# MonkeyMadness

## Start by enabling the GPU: (Deep learning requires many computations and the training time will be much faster if we do it on the GPU)
1. Go to "RunTime" menu and select 
2. "Change runtime type." A dialog box will appear where you can choose the runtime type and hardware accelerator.
3. Select "GPU" as the hardware accelerator and click "Save."

In [None]:
# Check if GPU is available
!nvidia-smi

import torch

if torch.cuda.is_available():
    print(f"GPU is available: {torch.cuda.get_device_name(0)}")
else:
    print("GPU is not available.")

# Setup environment and enable GPU

In [None]:
!git clone https://github.com/LiU-AI-Society/MonkeyMadness.git
import os
HOME = os.getcwd()
print(HOME)
%cd {HOME}/Classification-Game

%pip install req_colab.txt

# Supervised Learning

In this task, you will use supervised learning to classify images of monkeys. Supervised learning is one of the three main areas of machine learning.  

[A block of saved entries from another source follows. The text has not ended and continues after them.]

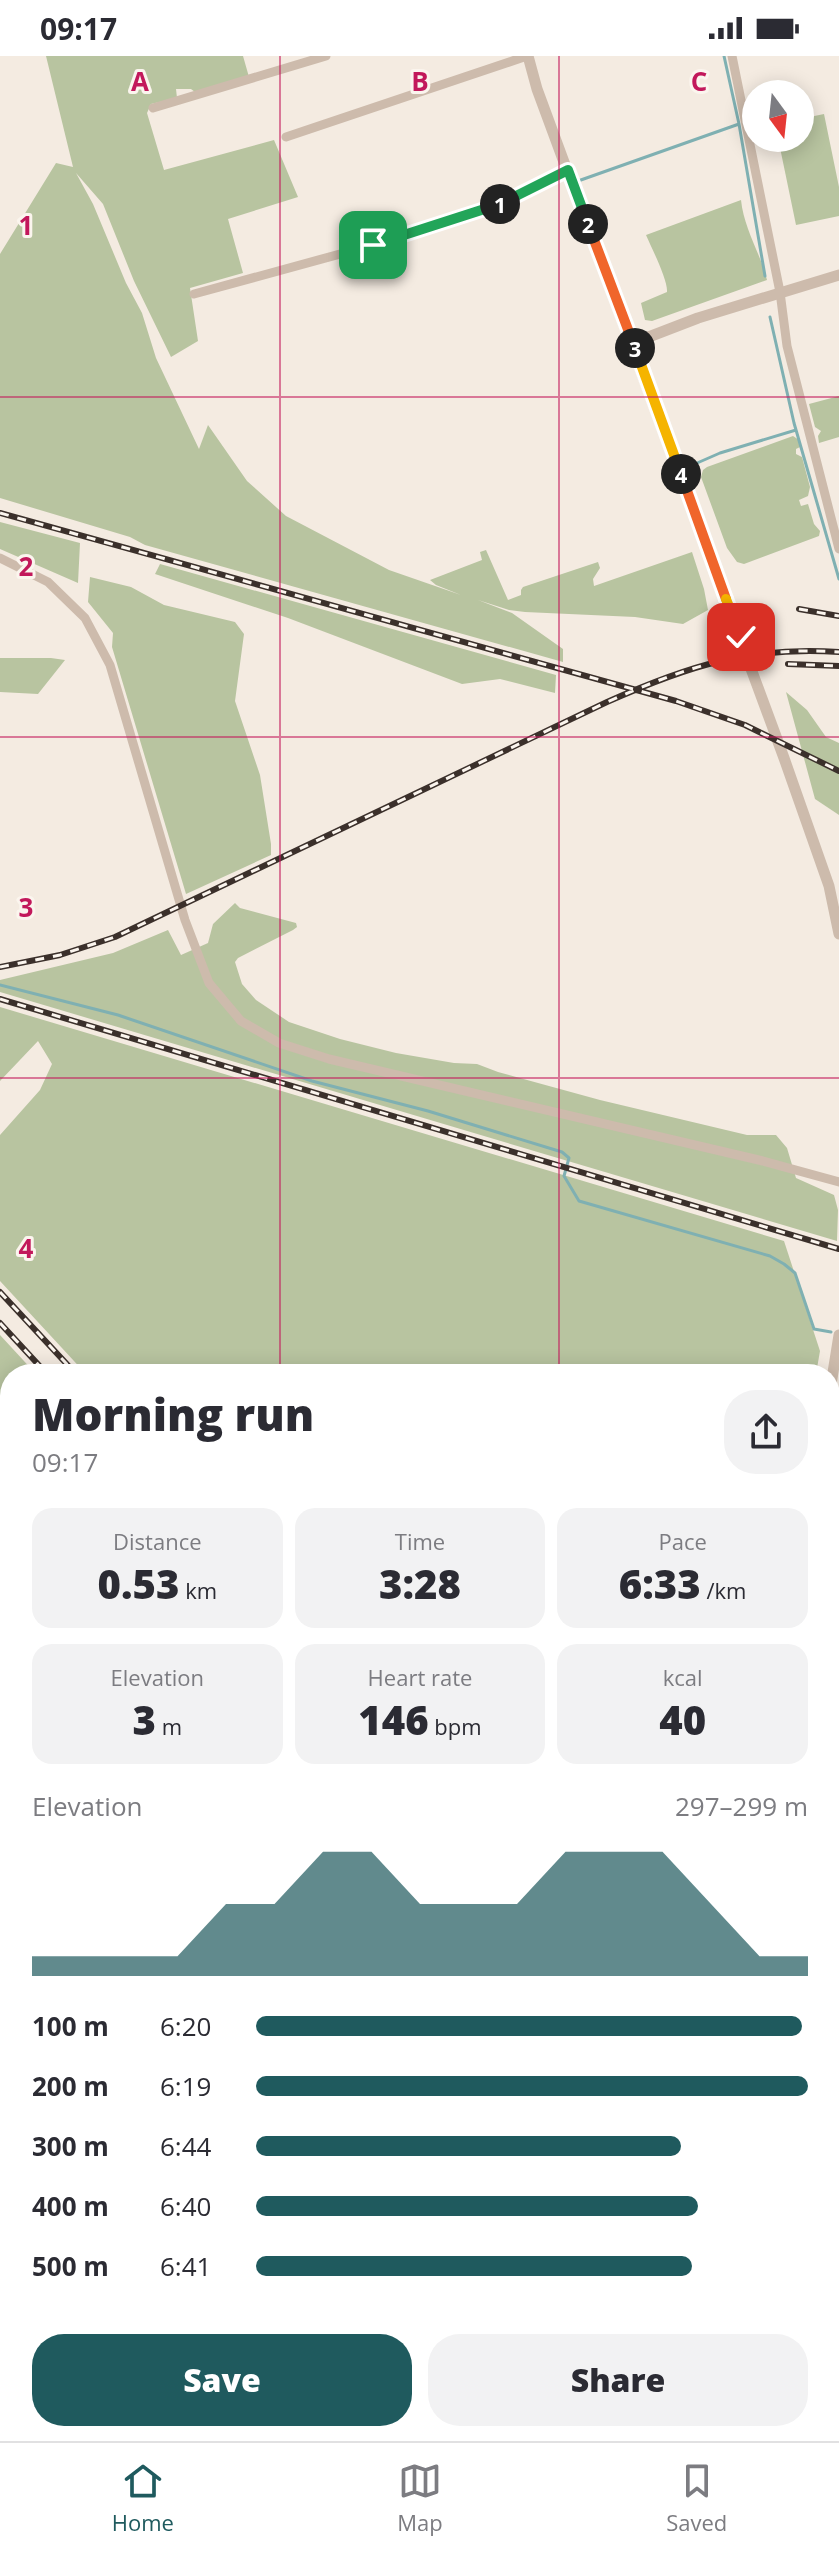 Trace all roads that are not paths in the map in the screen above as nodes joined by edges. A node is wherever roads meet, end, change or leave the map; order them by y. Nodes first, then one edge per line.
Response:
1 (326, 56) edge
2 (527, 56) edge
3 (732, 56) edge
4 (153, 108) dead end
5 (286, 137) dead end
6 (568, 170) junction
7 (839, 275) edge
8 (780, 292) junction
9 (194, 294) dead end
10 (633, 343) junction
11 (839, 549) edge
12 (0, 558) edge
13 (839, 934) edge
14 (839, 1182) edge
15 (839, 1335) edge
16 (834, 1364) edge

1 - 4 street
2 - 5 street
2 - 6 street
3 - 8 street
6 - 9 street
6 - 10 street
7 - 8 street
8 - 10 street
8 - 11 street
10 - 13 street
12 - 14 street
15 - 16 street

Supervised learning is like teaching the computer to recognize monkeys by using flashcards.  

1. **Labeled Data**: You show the computer images of monkeys and tell it which species each one is (e.g., "This is a chimpanzee").  
2. **Training**: The computer studies these examples to learn patterns.  
3. **Comparison**: It makes a prediction of the image and then compares it to the labeled data. It will be penalized based on how "wrong" it is.  
4. **Prediction**: Once trained, it can look at a new image and guess the species of the monkey based on what it learned.  

It’s called “supervised” because the model learns under guidance (the labeled data).  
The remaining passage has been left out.